Bisher gebe es auch noch keine Anfrage von jenen, die von der Betriebskantine profitieren könnten. Das Angebot nutzen können Mitarbeitende im Landwirtschaftssektor, Handwerker, Bau- und Strassenarbeiter, sowie Berufstätige im Bereich Montageservice. Immerhin sei der Aufwand, sich als Betriebskantine anzumelden sehr klein. Das sei schon mit einem Email erledigt gewesen, so Kocher.

Hemmschwelle sehr hoch

Denise Reinhard ist Geschäftsführerin des Martinshofs in Zuchwil. Zum Martinshof gehört nebst den Restaurants auch noch das Hotel. Immerhin gebe es einige wenige Hotelgäste. Viel laufe aber nicht, so Reinhard.
Da sowieso für die Hotelgäste gekocht werde, sei es kein grosser Mehraufwand, sich auch noch als Betriebskantine eintragen zu lassen. Dennoch ist sie sehr skeptisch:

«Die Hemmschwelle ist sehr hoch. Das Bauunternehmen muss zuerst einen schriftlichen Vertrag schicken, dass deren Mitarbeiter ins Restaurant kommen können. Und auch wenn zwei Kollegen vom gleichen Bau kommen, müssen sie trotzdem jederzeit 1.5 Meter Abstand halten.»
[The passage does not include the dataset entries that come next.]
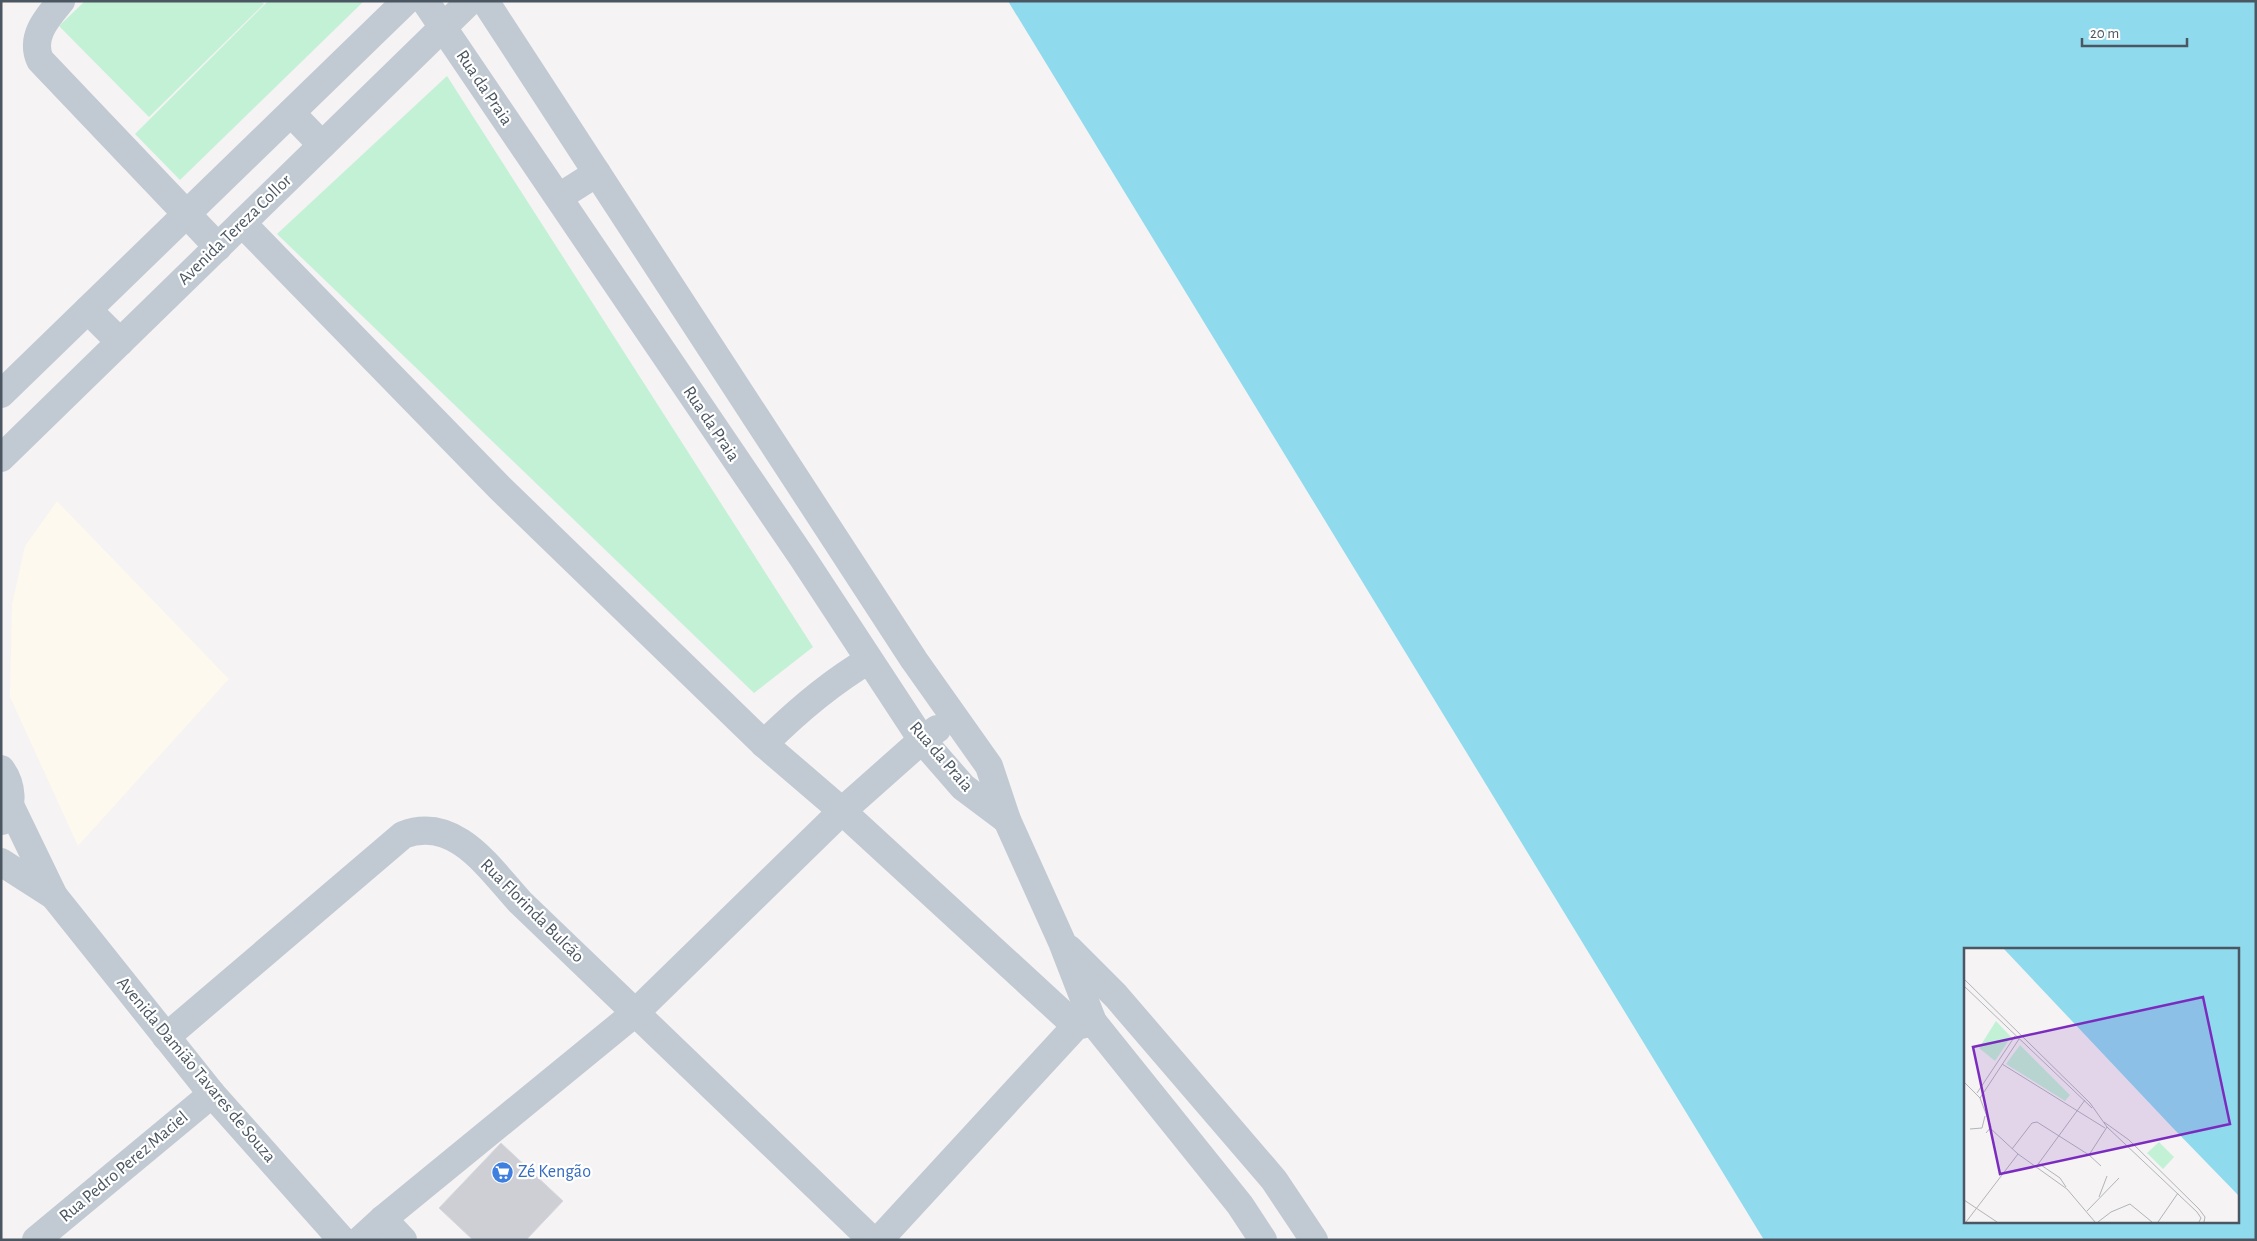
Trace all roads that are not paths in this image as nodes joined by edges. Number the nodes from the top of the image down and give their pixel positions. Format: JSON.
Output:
{"nodes":[{"id":1,"x":61,"y":1,"type":"edge"},
{"id":2,"x":406,"y":1,"type":"edge"},
{"id":3,"x":425,"y":1,"type":"edge"},
{"id":4,"x":470,"y":1,"type":"edge"},
{"id":5,"x":485,"y":1,"type":"edge"},
{"id":6,"x":443,"y":28,"type":"junction"},
{"id":7,"x":291,"y":113,"type":"junction"},
{"id":8,"x":322,"y":145,"type":"junction"},
{"id":9,"x":597,"y":173,"type":"junction"},
{"id":10,"x":559,"y":198,"type":"junction"},
{"id":11,"x":187,"y":214,"type":"junction"},
{"id":12,"x":242,"y":223,"type":"junction"},
{"id":13,"x":218,"y":247,"type":"junction"},
{"id":14,"x":662,"y":273,"type":"junction"},
{"id":15,"x":623,"y":294,"type":"junction"},
{"id":16,"x":88,"y":310,"type":"junction"},
{"id":17,"x":120,"y":342,"type":"junction"},
{"id":18,"x":717,"y":357,"type":"junction"},
{"id":19,"x":680,"y":379,"type":"junction"},
{"id":20,"x":1,"y":394,"type":"edge"},
{"id":21,"x":1,"y":458,"type":"edge"},
{"id":22,"x":834,"y":537,"type":"junction"},
{"id":23,"x":802,"y":558,"type":"junction"},
{"id":24,"x":869,"y":660,"type":"junction"},
{"id":25,"x":954,"y":718,"type":"junction"},
{"id":26,"x":922,"y":740,"type":"junction"},
{"id":27,"x":764,"y":744,"type":"junction"},
{"id":28,"x":3,"y":767,"type":"edge"},
{"id":29,"x":842,"y":812,"type":"junction"},
{"id":30,"x":6,"y":813,"type":"edge"},
{"id":31,"x":1007,"y":820,"type":"junction"},
{"id":32,"x":1,"y":862,"type":"edge"},
{"id":33,"x":54,"y":896,"type":"junction"},
{"id":34,"x":1062,"y":942,"type":"junction"},
{"id":35,"x":635,"y":1014,"type":"junction"},
{"id":36,"x":1085,"y":1024,"type":"junction"},
{"id":37,"x":166,"y":1037,"type":"junction"},
{"id":38,"x":212,"y":1094,"type":"junction"},
{"id":39,"x":383,"y":1219,"type":"junction"},
{"id":40,"x":36,"y":1240,"type":"edge"},
{"id":41,"x":342,"y":1240,"type":"edge"},
{"id":42,"x":360,"y":1240,"type":"edge"},
{"id":43,"x":403,"y":1240,"type":"edge"},
{"id":44,"x":872,"y":1240,"type":"edge"},
{"id":45,"x":879,"y":1240,"type":"edge"},
{"id":46,"x":1263,"y":1240,"type":"edge"},
{"id":47,"x":1314,"y":1240,"type":"edge"}],
"edges":[{"from":1,"to":11,"type":"street"},
{"from":2,"to":7,"type":"street"},
{"from":3,"to":6,"type":"street","name":"Rua da Praia"},
{"from":4,"to":6,"type":"street","name":"Avenida Tereza Collor"},
{"from":5,"to":9,"type":"street","name":"Rua da Praia"},
{"from":6,"to":8,"type":"street","name":"Avenida Tereza Collor"},
{"from":6,"to":10,"type":"street","name":"Rua da Praia"},
{"from":7,"to":8,"type":"street"},
{"from":7,"to":11,"type":"street"},
{"from":8,"to":12,"type":"street","name":"Avenida Tereza Collor"},
{"from":9,"to":10,"type":"street"},
{"from":9,"to":14,"type":"street","name":"Rua da Praia"},
{"from":10,"to":15,"type":"street","name":"Rua da Praia"},
{"from":11,"to":13,"type":"street"},
{"from":11,"to":16,"type":"street"},
{"from":12,"to":13,"type":"street","name":"Avenida Tereza Collor"},
{"from":12,"to":27,"type":"street"},
{"from":13,"to":17,"type":"street","name":"Avenida Tereza Collor"},
{"from":14,"to":15,"type":"street"},
{"from":14,"to":18,"type":"street","name":"Rua da Praia"},
{"from":15,"to":19,"type":"street","name":"Rua da Praia"},
{"from":16,"to":17,"type":"street"},
{"from":16,"to":20,"type":"street"},
{"from":17,"to":21,"type":"street","name":"Avenida Tereza Collor"},
{"from":18,"to":19,"type":"street"},
{"from":18,"to":22,"type":"street","name":"Rua da Praia"},
{"from":19,"to":23,"type":"street","name":"Rua da Praia"},
{"from":22,"to":23,"type":"street"},
{"from":22,"to":25,"type":"street","name":"Rua da Praia"},
{"from":23,"to":24,"type":"street","name":"Rua da Praia"},
{"from":24,"to":26,"type":"street","name":"Rua da Praia"},
{"from":24,"to":27,"type":"street"},
{"from":25,"to":26,"type":"street"},
{"from":25,"to":31,"type":"street","name":"Rua da Praia"},
{"from":26,"to":29,"type":"street"},
{"from":26,"to":31,"type":"street","name":"Rua da Praia"},
{"from":27,"to":29,"type":"street"},
{"from":28,"to":30,"type":"street"},
{"from":29,"to":35,"type":"street"},
{"from":29,"to":36,"type":"street"},
{"from":30,"to":33,"type":"street"},
{"from":31,"to":34,"type":"street"},
{"from":32,"to":33,"type":"street"},
{"from":33,"to":37,"type":"street","name":"Avenida Damião Tavares de Souza"},
{"from":34,"to":36,"type":"street"},
{"from":34,"to":47,"type":"street"},
{"from":35,"to":37,"type":"street","name":"Rua Florinda Bulcão"},
{"from":35,"to":39,"type":"street"},
{"from":35,"to":44,"type":"street","name":"Rua Florinda Bulcão"},
{"from":36,"to":45,"type":"street"},
{"from":36,"to":46,"type":"street"},
{"from":37,"to":38,"type":"street","name":"Avenida Damião Tavares de Souza"},
{"from":38,"to":40,"type":"street","name":"Rua Pedro Perez Maciel"},
{"from":38,"to":41,"type":"street","name":"Avenida Damião Tavares de Souza"},
{"from":39,"to":42,"type":"street"},
{"from":39,"to":43,"type":"street"}]}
Sie habe schon Rückmeldung an den Kanton gegeben, dass diese Auflagen es den Restaurants schwer machen. Sie glaubt, dass die Leute so oder so lieber draussen Mittag machen möchten. Es werden daher nicht viele zusätzliche Gäste erwartet.
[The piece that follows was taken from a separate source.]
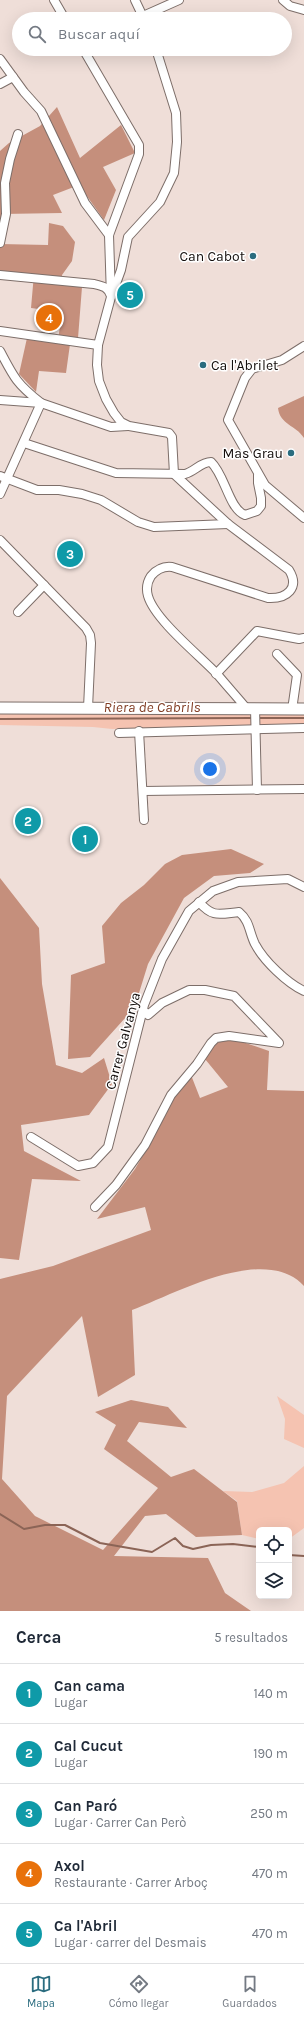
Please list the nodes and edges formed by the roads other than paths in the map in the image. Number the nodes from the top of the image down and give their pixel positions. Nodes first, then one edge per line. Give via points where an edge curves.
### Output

In den sozialen Medien wird das neue Angebot von den meisten Restaurants aber auch nicht aktiv beworben. Zumindest der Gasthof National in Langendorf hingegen bewirbt sein neues Betriebskantinen-Angebot auf Facebook:

Wie viele Nutzer die Betriebskantinen im Kanton Solothurn wirklich haben werden und wie sinnvoll die Regelungen sind, wird sich erst noch herausstellen. Bis dahin kann man sich immer noch bei der zuständigen Stelle des Kanton Solothurn anmelden.